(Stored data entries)
◆ ◆ ◆ ◆

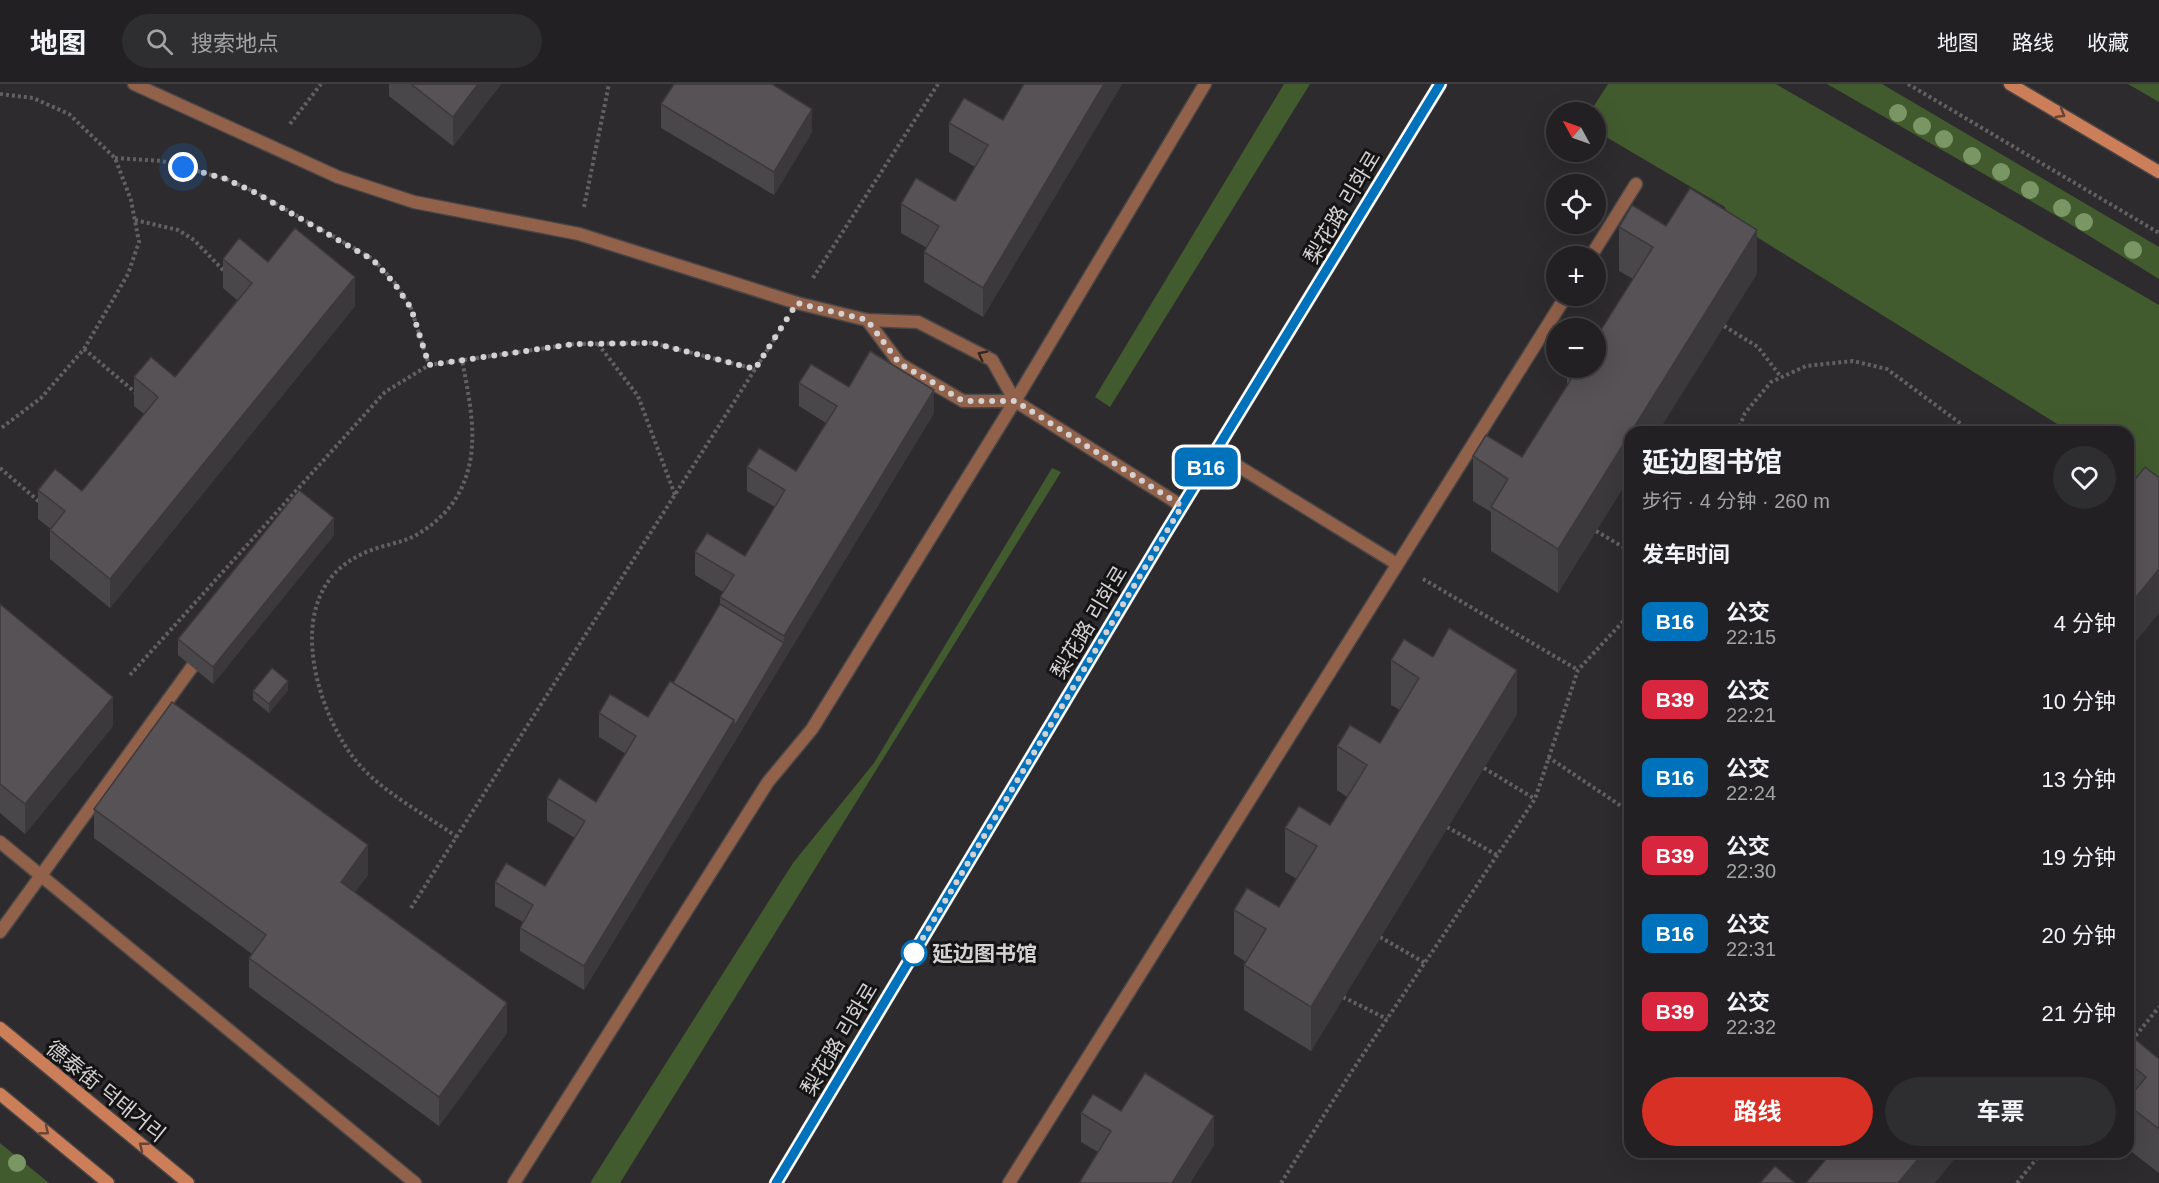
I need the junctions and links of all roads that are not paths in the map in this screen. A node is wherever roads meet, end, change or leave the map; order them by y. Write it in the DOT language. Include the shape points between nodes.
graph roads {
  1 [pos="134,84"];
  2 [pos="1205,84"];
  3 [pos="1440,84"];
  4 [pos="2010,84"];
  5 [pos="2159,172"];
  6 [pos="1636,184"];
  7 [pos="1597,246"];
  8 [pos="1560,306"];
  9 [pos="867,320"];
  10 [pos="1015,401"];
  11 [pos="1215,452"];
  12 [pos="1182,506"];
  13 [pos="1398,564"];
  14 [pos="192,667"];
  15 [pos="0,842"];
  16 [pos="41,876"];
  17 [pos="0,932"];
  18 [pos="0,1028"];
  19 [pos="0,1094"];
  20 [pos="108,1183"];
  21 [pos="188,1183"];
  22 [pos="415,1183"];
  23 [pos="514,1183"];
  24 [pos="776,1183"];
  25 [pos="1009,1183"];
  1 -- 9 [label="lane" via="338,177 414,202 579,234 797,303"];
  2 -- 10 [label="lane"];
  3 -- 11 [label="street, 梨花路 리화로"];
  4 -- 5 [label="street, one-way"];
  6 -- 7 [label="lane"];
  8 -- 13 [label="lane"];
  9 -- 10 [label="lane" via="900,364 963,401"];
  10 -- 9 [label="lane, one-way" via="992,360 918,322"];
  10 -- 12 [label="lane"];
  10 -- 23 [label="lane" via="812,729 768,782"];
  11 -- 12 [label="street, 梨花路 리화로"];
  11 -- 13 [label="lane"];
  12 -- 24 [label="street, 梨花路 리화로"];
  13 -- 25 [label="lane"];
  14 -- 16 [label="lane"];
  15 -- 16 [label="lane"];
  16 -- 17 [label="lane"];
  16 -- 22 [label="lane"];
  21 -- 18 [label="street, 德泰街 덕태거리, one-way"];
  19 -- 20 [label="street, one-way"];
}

◆ ◆ ◆ ◆

• **Problem description**: Transcribe all the entries precisely. Do not include any picture.

• **Task result**:
I need the junctions and links of all roads that are not paths in the map in this screen. A node is wherever roads meet, end, change or leave the map; order them by y. Write it in the DOT language. Include the shape points between nodes.
graph roads {
  1 [pos="134,84"];
  2 [pos="1205,84"];
  3 [pos="1440,84"];
  4 [pos="2010,84"];
  5 [pos="2159,172"];
  6 [pos="1636,184"];
  7 [pos="1597,246"];
  8 [pos="1560,306"];
  9 [pos="867,320"];
  10 [pos="1015,401"];
  11 [pos="1215,452"];
  12 [pos="1182,506"];
  13 [pos="1398,564"];
  14 [pos="192,667"];
  15 [pos="0,842"];
  16 [pos="41,876"];
  17 [pos="0,932"];
  18 [pos="0,1028"];
  19 [pos="0,1094"];
  20 [pos="108,1183"];
  21 [pos="188,1183"];
  22 [pos="415,1183"];
  23 [pos="514,1183"];
  24 [pos="776,1183"];
  25 [pos="1009,1183"];
  1 -- 9 [label="lane" via="338,177 414,202 579,234 797,303"];
  2 -- 10 [label="lane"];
  3 -- 11 [label="street, 梨花路 리화로"];
  4 -- 5 [label="street, one-way"];
  6 -- 7 [label="lane"];
  8 -- 13 [label="lane"];
  9 -- 10 [label="lane" via="900,364 963,401"];
  10 -- 9 [label="lane, one-way" via="992,360 918,322"];
  10 -- 12 [label="lane"];
  10 -- 23 [label="lane" via="812,729 768,782"];
  11 -- 12 [label="street, 梨花路 리화로"];
  11 -- 13 [label="lane"];
  12 -- 24 [label="street, 梨花路 리화로"];
  13 -- 25 [label="lane"];
  14 -- 16 [label="lane"];
  15 -- 16 [label="lane"];
  16 -- 17 [label="lane"];
  16 -- 22 [label="lane"];
  21 -- 18 [label="street, 德泰街 덕태거리, one-way"];
  19 -- 20 [label="street, one-way"];
}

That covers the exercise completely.